If the nucleotide sequences at the ends of a particular DNA region are known, the intervening fragment can be amplified directly by the polymerase chain reaction (PCR). Here we describe the basic PCR technique and three situations inwhich it is used.
The PCR depends on the ability to alternately denature (melt) double-stranded DNA molecules and renature (anneal) complementary single strands in a controlled fashion. As in the membrane-hybridization assay described earlier, the presence of noncomplementary strands in a mixture has little effect on the base pairing of complementary single DNA strands or complementary regions of strands. The second requirement for PCR is the ability to synthesize oligonucleotides at least 18–20 nucleotides long with a defined sequence. Such synthetic nucleotides can be readily produced with automated instruments based on the standard reaction scheme.

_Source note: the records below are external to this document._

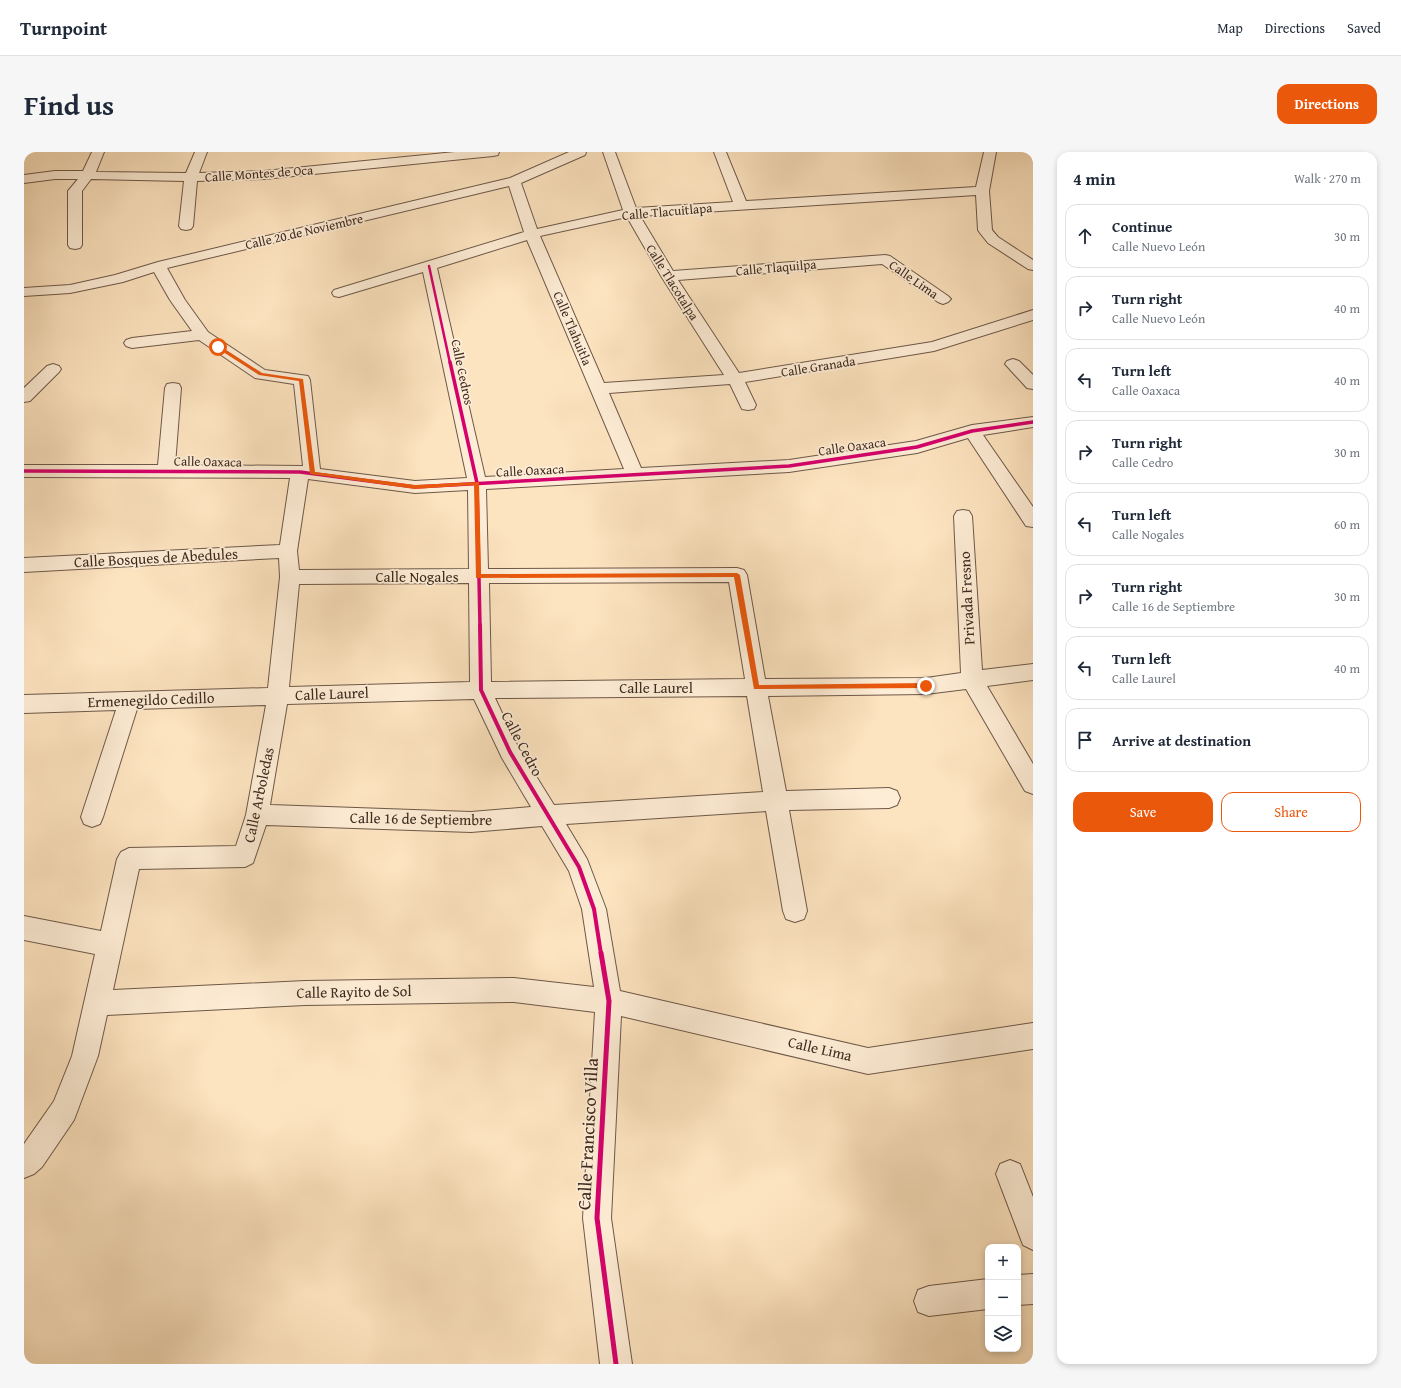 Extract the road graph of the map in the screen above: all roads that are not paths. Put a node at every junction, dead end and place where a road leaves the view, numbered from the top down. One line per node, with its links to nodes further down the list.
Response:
1 (98, 152): 8 (street)
2 (201, 152): 9 (street)
3 (493, 152): 9 (street, Calle Montes de Oca)
4 (580, 152): 11 (street, Calle 20 de Noviembre)
5 (609, 152): 14 (street, Calle Tlacotalpa)
6 (720, 152): 13 (street)
7 (990, 152): 12 (street)
8 (88, 175): 9 (street, Calle Montes de Oca); 10 (street, Calle Montes de Oca); 17 (street)
9 (191, 177): 15 (street)
10 (24, 178)
11 (514, 181): 16 (street, Calle Tlahuitla); 19 (street, Calle 20 de Noviembre)
12 (982, 191): 13 (street, Calle Tlacuitlapa); 21 (street)
13 (740, 205): 14 (street, Calle Tlacuitlapa)
14 (631, 212): 16 (street, Calle Tlacuitlapa); 22 (street, Calle Tlacotalpa)
15 (186, 226)
16 (532, 234): 20 (street, Calle Tlacuitlapa); 34 (street, Calle Tlahuitla)
17 (75, 244)
18 (885, 259): 22 (street, Calle Tlaquilpa); 25 (street, Calle Lima)
19 (158, 266): 23 (street, Calle 20 de Noviembre); 27 (street)
20 (429, 266): 24 (street, Calle Tlacuitlapa); 43 (street, Calle Cedros)
21 (1033, 266)
22 (668, 276): 31 (street, Calle Tlacotalpa)
23 (24, 292)
24 (339, 293)
25 (943, 299)
26 (1033, 315): 31 (street, Calle Granada)
27 (202, 334): 28 (street); 41 (street, Calle Arboledas)
28 (132, 343)
29 (1013, 364): 32 (street)
30 (53, 369): 35 (street)
31 (735, 379): 34 (street, Calle Granada); 36 (street, Calle Tlacotalpa)
32 (1033, 384)
33 (173, 388): 39 (street)
34 (599, 389): 42 (street, Calle Tlahuitla)
35 (24, 397)
36 (748, 405)
37 (1033, 422): 38 (street, Calle Oaxaca)
38 (972, 431): 42 (street, Calle Oaxaca); 45 (street)
39 (166, 471): 40 (street, Calle Oaxaca); 41 (street, Calle Oaxaca)
40 (24, 472)
41 (306, 473): 43 (street, Calle Oaxaca); 46 (street, Calle Arboledas)
42 (635, 474): 43 (street, Calle Oaxaca)
43 (477, 483): 48 (street, Calle Cedro)
44 (962, 516): 51 (street, Privada Fresno)
45 (1033, 521)
46 (288, 551): 47 (street, Calle Bosques de Abedules); 49 (street, Calle Arboledas)
47 (24, 565)
48 (478, 576): 49 (street, Calle Nogales); 52 (street, Calle Nogales); 53 (street, Calle Cedro)
49 (290, 577): 54 (street, Calle Arboledas)
50 (1033, 672): 51 (street, Calle Laurel)
51 (972, 680): 52 (street, Calle Laurel); 57 (street)
52 (756, 687): 53 (street, Calle Laurel); 59 (street)
53 (481, 690): 54 (street, Calle Laurel); 61 (street, Calle Cedro)
54 (278, 695): 55 (street, Ermenegildo Cedillo); 60 (street, Calle Arboledas)
55 (129, 701): 56 (street, Ermenegildo Cedillo); 62 (street)
56 (24, 704)
57 (1033, 784)
58 (888, 798): 59 (street, Calle 16 de Septiembre)
59 (776, 801): 61 (street, Calle 16 de Septiembre); 63 (street)
60 (257, 815): 61 (street, Calle 16 de Septiembre); 65 (street, Calle Arboledas)
61 (549, 815): 66 (street, Calle Cedro)
62 (92, 817)
63 (795, 911)
64 (24, 928): 65 (street)
65 (110, 945): 67 (street, Calle Arboledas)
66 (610, 1001): 67 (street, Calle Rayito de Sol); 68 (street, Calle Lima); 76 (street, Calle Francisco Villa)
67 (98, 1003): 69 (street, Calle Arboledas)
68 (1033, 1036)
69 (27, 1159)
70 (1010, 1174): 71 (street)
71 (1033, 1235)
72 (1033, 1288): 73 (street)
73 (1021, 1290)
74 (985, 1294): 75 (street)
75 (928, 1301)
76 (616, 1364)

A typical PCR procedure begins by heat-denaturation of a DNA sample into single strands. Next, two synthetic oligonucleotides complementary to the 3′ ends of the target DNA segment of interest are added in great excess to the denatured DNA, and the temperature is lowered to 50–60 C. These specific oligonucleotides, which are at a very high concentration, will hybridize with their complementary sequences in the DNA sample, whereas the long strands of the sample DNA remain apart because of their low concentration. The hybridized oligonucleotides then serve as primers for DNA chain synthesis in the presence of deoxynucleotides (dNTPs) and a temperature-resistant DNA polymerase such as that from Thermus aquaticus (a bacterium that lives in hot springs).

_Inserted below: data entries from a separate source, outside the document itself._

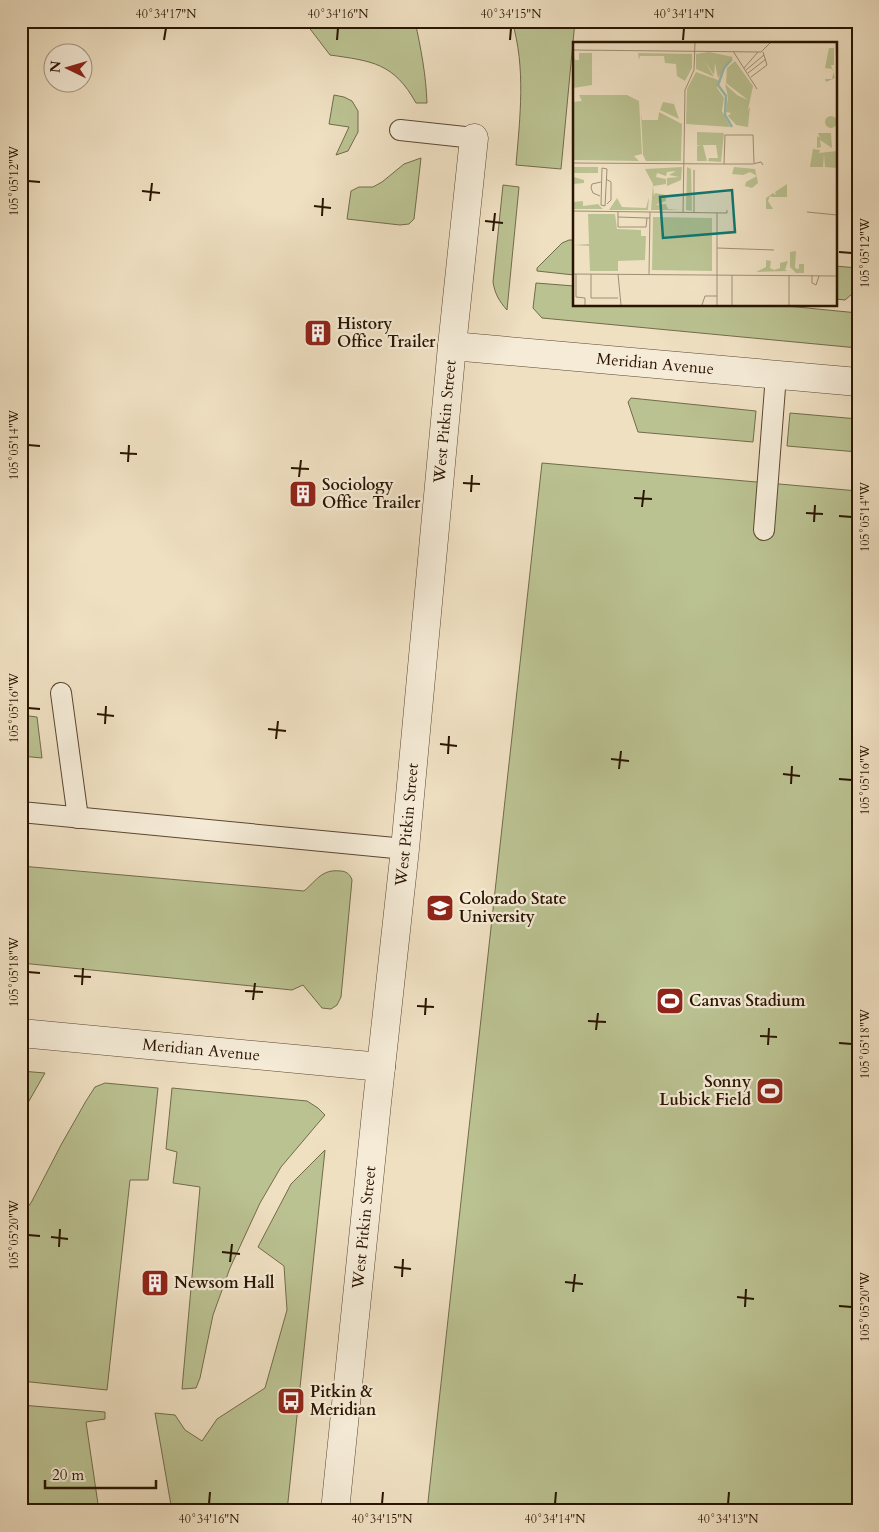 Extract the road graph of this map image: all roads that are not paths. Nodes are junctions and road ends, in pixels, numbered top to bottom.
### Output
1 (400, 130) dead end
2 (474, 138) joint
3 (452, 346) junction
4 (776, 375) junction
5 (858, 382) edge
6 (764, 530) dead end
7 (61, 693) dead end
8 (21, 812) edge
9 (78, 818) junction
10 (405, 849) junction
11 (21, 1033) edge
12 (381, 1068) junction
13 (335, 1511) edge

1 - 2 lane
2 - 3 street, West Pitkin Street
3 - 4 street, Meridian Avenue
3 - 10 street, West Pitkin Street
4 - 5 street, Meridian Avenue
4 - 6 lane
7 - 9 lane
8 - 9 lane
9 - 10 lane
10 - 12 street, West Pitkin Street
11 - 12 street, Meridian Avenue
12 - 13 street, West Pitkin Street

This enzyme, called Taq polymerase, can remain active even after being heated to 95 C and can extend the primers at temperatures up to 72 C. When synthesis is complete, the whole mixture is then heated to 95 C to melt the newly formed DNA duplexes. After the temperature is lowered again, another cycle of synthesis takes place because excess primer is still present. Repeated cycles of melting (heating) and synthesis (cooling) quickly amplify the sequence of interest. At each cycle, the number of copies of the sequence between the primer sites is doubled; therefore, the desired sequence increases exponentially—about a million-fold after 20 cycles—whereas all other sequences in the original DNA sample remain unamplified.